Posted in Uncategorized with tags , , , , , , , , on March 6, 2010 by noelwilliams

Well, it’s March 6th, so “Exploding Poetry” is no more. We’ll be taking it all down on Monday. No more Garden of Stones. No more Speakers. No more Poetry Lounge. The White Space will be filled and the poet no longer have any office.

The last day has been quite fun, a good emblem of the exhibition as a whole: some visits by people I knew, some by people I’d never met before’ a couple of hesitant contributions for the whole, some strong adjectives in praise of the event; people wanting something like it to continue; some bursting balloons; some new poems in the stones; a long conversation about the nature of poetry, the nervousness of poets, the terrors of performance, the need to be honest and authentic.

But the best parts of the day were visits by two young ladies, Leah, who is 7 and Mila who was probably a little younger, just learning to write properly. Both of them did beautiful jobs. Mila gave me a poem with a drawing, the only visitor in the entire exhibition to do so. Leah made a poem in stones, a poem from the words of burst balloons, and a poem from the dice that went on the walls. For someone of her age, the brilliance of her work and the enthusiasm she showed for the task, would be a good model for many a grown-up writer.

It was wonderful to see the work of those two poets. Although I’ve been overwhelmed by success of the exhibition: we’ve had well over 420 visitors, some have returned, many have made a point of giving excellent and flattering feedback, something like 60 to 80 poems have been contributed for it or during it, both the readings I organised were really successful: big, attentive, rewarding and rewarded audiences.

I may never get the chance for anything like this again. Who knows? It has been an incredible month, and a pretty astounding year that’s led up to it. I am very lucky to have had the chance, very pleased at the success, amazed by the opportunities and learning it has given me, and think both my work and my understanding is so much better as a result.

Of course, I still don’t have the published collection which was the aim right at the beginning, but I do  have seventy poems I didn’t have before, and a couple of them have found publication or a prize, so I can’t really complain, can I?

I hope to keep working at Bank Street, perhaps supporting other poets and writers, and perhaps collaborating with other artists there, which I’ve now got a taste for. So perhaps I’ll see you there.

George Szirtes reading

Posted in Uncategorized with tags , , , , , , , , , , on March 5, 2010 by noelwilliams

Strictly speaking, this event wasn’t part of my exhibition, as it was organised by The Poetry Business and Sheffield University. But it was held at Bank Street, in the heart of the exhibition, which we ran on until the reading began, and so most of the audience had the chance to wander round and comment on what they found.
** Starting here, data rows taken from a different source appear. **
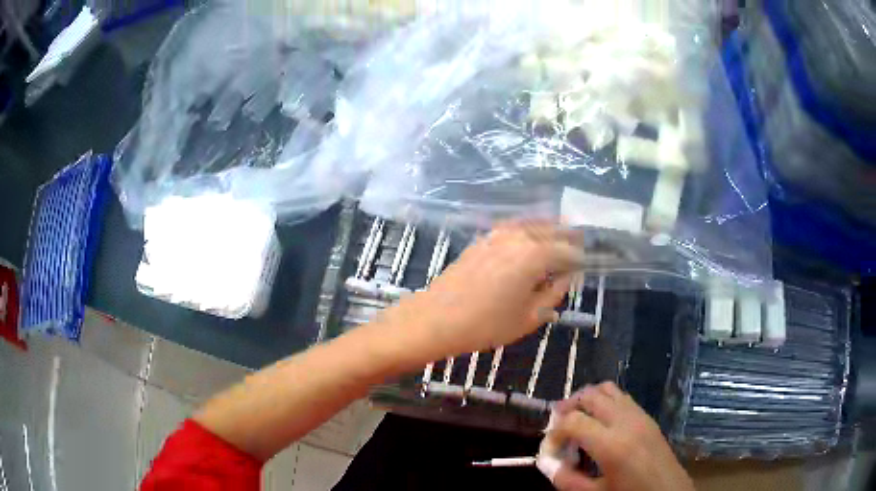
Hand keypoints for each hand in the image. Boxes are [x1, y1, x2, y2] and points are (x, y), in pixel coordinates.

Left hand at [386, 222, 582, 357]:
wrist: (436, 318)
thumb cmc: (486, 324)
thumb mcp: (529, 317)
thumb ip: (554, 293)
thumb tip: (568, 277)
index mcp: (536, 254)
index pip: (568, 251)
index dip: (580, 258)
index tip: (588, 263)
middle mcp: (519, 236)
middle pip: (551, 229)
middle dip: (568, 236)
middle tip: (580, 244)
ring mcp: (497, 234)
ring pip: (532, 224)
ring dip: (549, 227)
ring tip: (560, 235)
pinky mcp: (482, 239)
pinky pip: (513, 227)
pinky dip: (527, 228)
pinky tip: (530, 237)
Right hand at [545, 383, 693, 490]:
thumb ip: (566, 479)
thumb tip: (547, 462)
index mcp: (612, 444)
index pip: (572, 420)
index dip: (554, 431)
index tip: (550, 447)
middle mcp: (626, 421)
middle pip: (590, 395)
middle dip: (568, 406)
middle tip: (557, 426)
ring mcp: (640, 415)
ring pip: (608, 389)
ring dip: (587, 399)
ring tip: (577, 419)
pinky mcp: (648, 417)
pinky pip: (622, 397)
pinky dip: (605, 401)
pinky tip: (600, 423)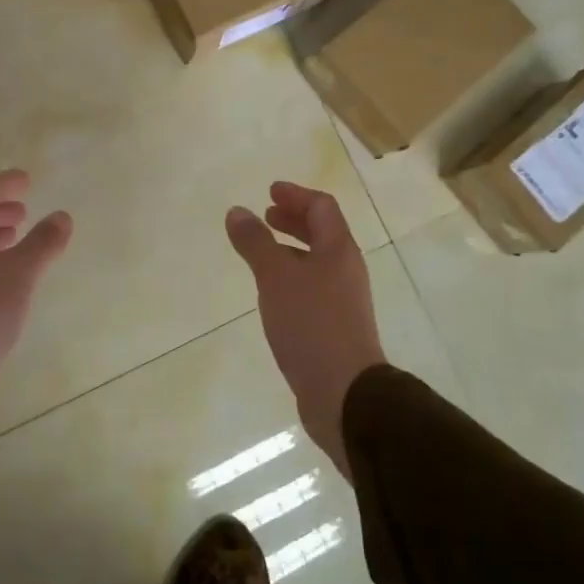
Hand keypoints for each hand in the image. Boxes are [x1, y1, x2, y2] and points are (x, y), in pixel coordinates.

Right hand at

The readings themselves were good – a huge range of different material, though. George Szirtes himself offered several different kinds of text, almost all of which were driven by some appealing formal or structural consideration (such as responding to a blacked-out postcard, or interpreting a partly obscured text) as well as being interesting as poems in their own right.
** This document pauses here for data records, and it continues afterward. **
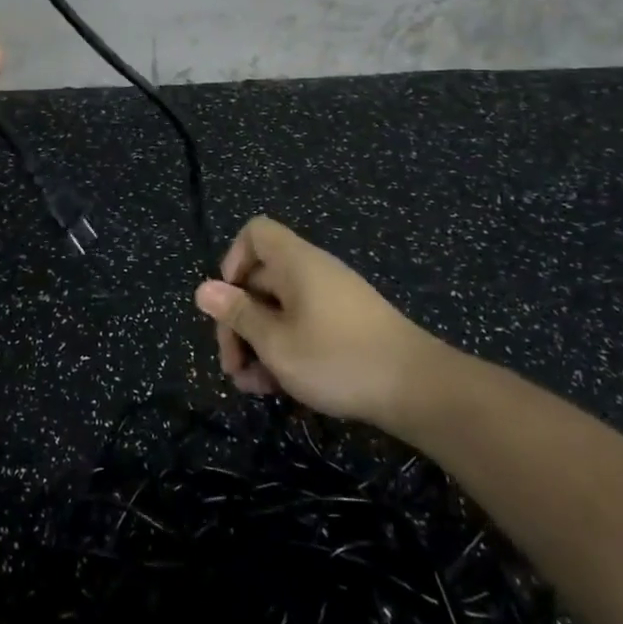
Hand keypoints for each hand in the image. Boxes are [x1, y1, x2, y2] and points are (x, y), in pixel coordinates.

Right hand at [194, 216, 447, 430]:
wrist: (419, 389)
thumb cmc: (337, 358)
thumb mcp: (276, 342)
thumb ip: (238, 315)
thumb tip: (203, 289)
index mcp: (295, 263)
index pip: (254, 234)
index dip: (232, 262)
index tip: (229, 303)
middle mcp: (312, 272)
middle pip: (260, 278)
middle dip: (239, 320)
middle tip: (232, 365)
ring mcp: (332, 299)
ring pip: (279, 309)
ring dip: (258, 343)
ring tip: (252, 386)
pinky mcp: (347, 326)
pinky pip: (302, 325)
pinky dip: (285, 349)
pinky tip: (278, 387)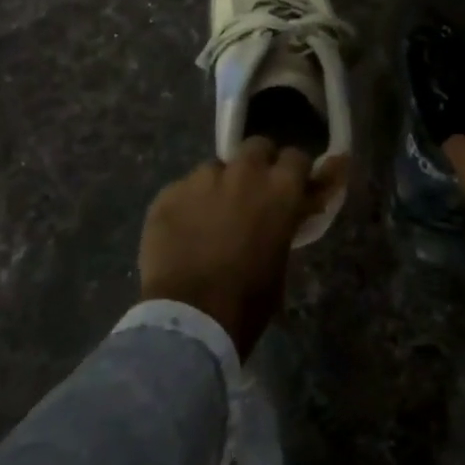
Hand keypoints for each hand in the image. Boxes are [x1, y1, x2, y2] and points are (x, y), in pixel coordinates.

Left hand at [139, 141, 344, 357]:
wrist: (190, 317)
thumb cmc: (249, 298)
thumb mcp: (282, 258)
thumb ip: (285, 221)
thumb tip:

I really like Ann Atkinson’s work: her first pamphlet, “Drawing Water” (itself a lovely ambiguity) is a delicate collection, very nicely judged, with generally quite simple language yet each word very carefully placed: they remind me a little of lace or embroidery in their working, but that is to suggest a rather out of touch or hobbyist poetry which Ann’s poems most certainly are not. The resonance in her work often comes after the reading, as it were, often sharp and contemporary, or revealingly personal, when the import works through. And her phrasing can be exquisite. She also has a knack for choosing unusual subjects where you think: “why on earth has no-one every written about that before?”

Recommended reading, I’d say.

[George Szirtes and Ann Atkinson in heated debate]
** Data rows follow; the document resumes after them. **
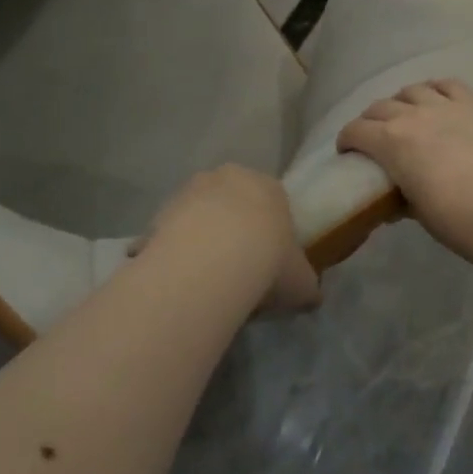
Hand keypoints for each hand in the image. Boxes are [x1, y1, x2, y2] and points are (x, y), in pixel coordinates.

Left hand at [142, 166, 319, 316]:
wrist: (214, 259)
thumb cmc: (269, 261)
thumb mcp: (302, 281)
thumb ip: (307, 285)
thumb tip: (311, 296)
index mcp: (269, 186)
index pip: (272, 204)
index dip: (269, 234)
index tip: (267, 262)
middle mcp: (229, 177)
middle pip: (232, 203)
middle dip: (232, 229)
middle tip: (235, 268)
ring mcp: (191, 189)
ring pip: (198, 214)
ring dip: (200, 237)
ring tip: (204, 278)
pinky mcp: (162, 209)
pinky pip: (169, 233)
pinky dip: (172, 251)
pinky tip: (178, 279)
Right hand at [337, 80, 472, 261]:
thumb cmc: (453, 219)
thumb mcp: (414, 210)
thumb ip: (399, 196)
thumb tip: (392, 200)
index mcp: (390, 142)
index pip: (356, 131)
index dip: (347, 140)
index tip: (347, 150)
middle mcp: (411, 115)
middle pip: (379, 107)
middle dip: (370, 121)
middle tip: (373, 136)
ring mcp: (444, 106)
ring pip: (411, 90)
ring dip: (401, 102)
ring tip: (406, 115)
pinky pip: (448, 84)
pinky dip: (436, 88)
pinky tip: (436, 98)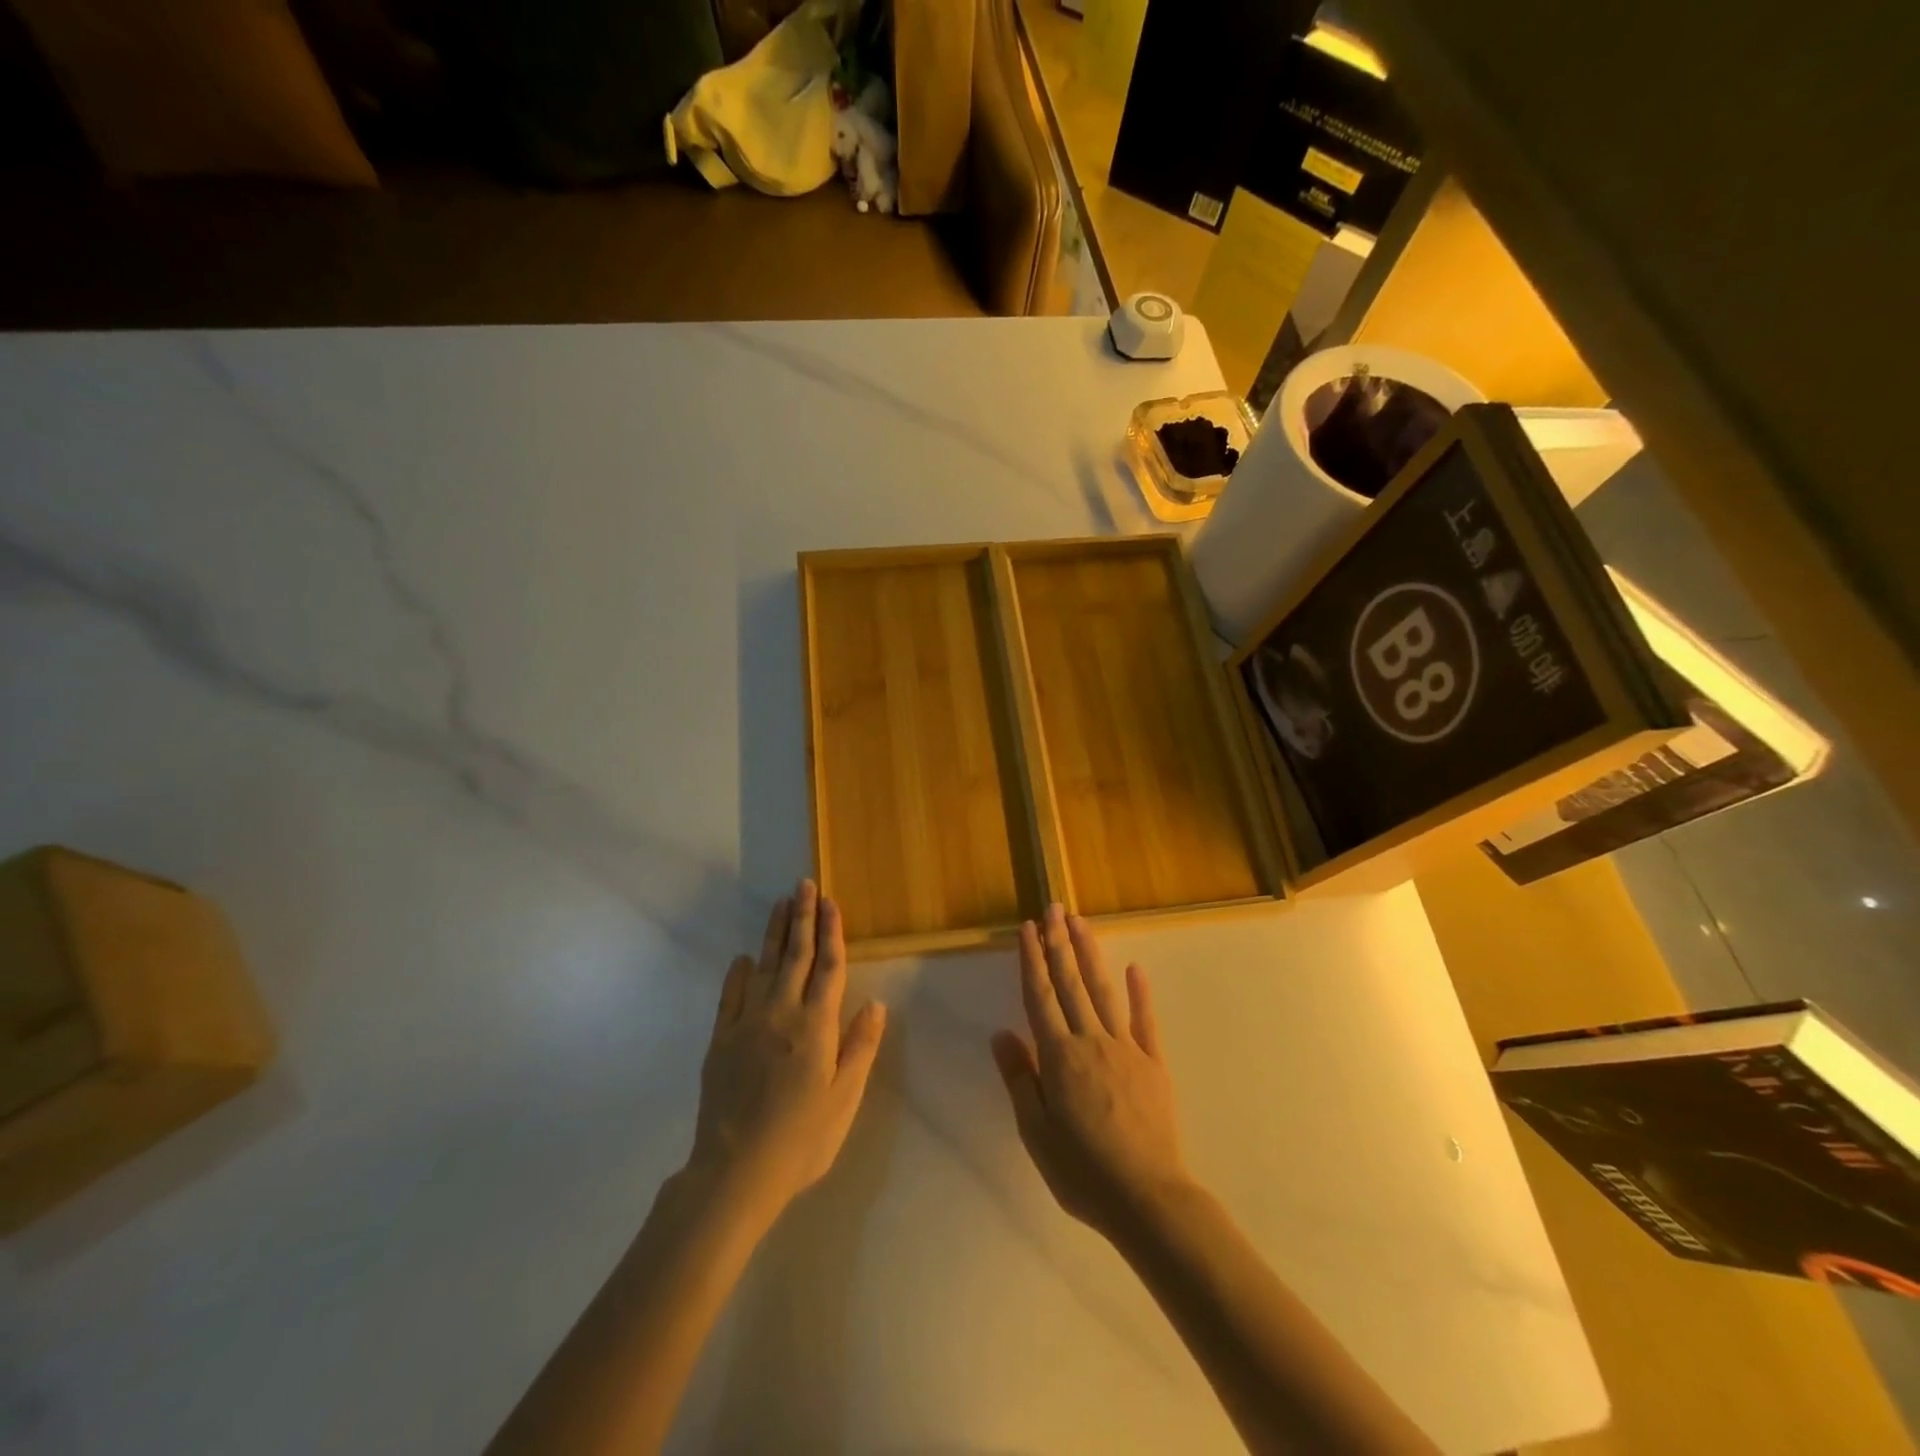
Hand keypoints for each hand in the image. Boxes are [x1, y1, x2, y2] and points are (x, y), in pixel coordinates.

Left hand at [688, 879, 886, 1222]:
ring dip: (774, 933)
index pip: (829, 967)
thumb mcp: (844, 1098)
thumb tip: (876, 1003)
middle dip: (802, 917)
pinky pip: (730, 996)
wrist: (735, 1171)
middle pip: (796, 955)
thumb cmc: (801, 1138)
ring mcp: (747, 1024)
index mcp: (817, 1026)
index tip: (831, 902)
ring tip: (780, 904)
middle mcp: (782, 1013)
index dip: (832, 932)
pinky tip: (743, 959)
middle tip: (804, 884)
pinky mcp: (721, 1040)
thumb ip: (860, 1047)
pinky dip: (738, 973)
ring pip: (764, 966)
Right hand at [991, 904, 1190, 1239]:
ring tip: (1080, 923)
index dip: (1032, 960)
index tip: (1027, 928)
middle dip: (1059, 943)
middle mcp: (1091, 1040)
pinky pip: (1145, 1020)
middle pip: (1071, 983)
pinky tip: (1135, 968)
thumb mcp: (1036, 1133)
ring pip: (1103, 990)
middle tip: (1054, 908)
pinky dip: (1140, 993)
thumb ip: (1020, 1078)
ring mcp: (1126, 1048)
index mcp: (1059, 1056)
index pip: (1040, 996)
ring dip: (1090, 954)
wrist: (1148, 1198)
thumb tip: (1001, 1034)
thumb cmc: (1083, 1171)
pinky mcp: (1153, 1063)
The other two poets were new to me. At least, I had heard Nathan Hamilton once before, in an open mike session, but am not familiar with his work generally. And Agnes Lehockzy was unknown to me. Both are worth watching for.

Nathan’s highlight was probably the reading of most of his pieces from an Ipad – in discussion later he said he used it almost exclusively for composition now, as it was so convenient (but obviously not that convenient for getting the work onto paper – this would permanently worry me if the only version of my work was in e-form). His “Malcolm” poems are disturbing, quirky, amusing and sharp by turn.

[The four poets, discussing either e-books, Eliot or pizza, I’m not sure which. You can just see my poem on the wall above George Szirtes’s head. Possibly the closest I’ll come to sharing the stage with such a poet.]

Agnes (Aggie) on the other hand, offered us long, descriptive semi-narrative pieces, quite unusual to hear in a reading which, though perhaps a little difficult to keep focused on, were full of observed detail which she then suddenly or subtly takes in odd directions.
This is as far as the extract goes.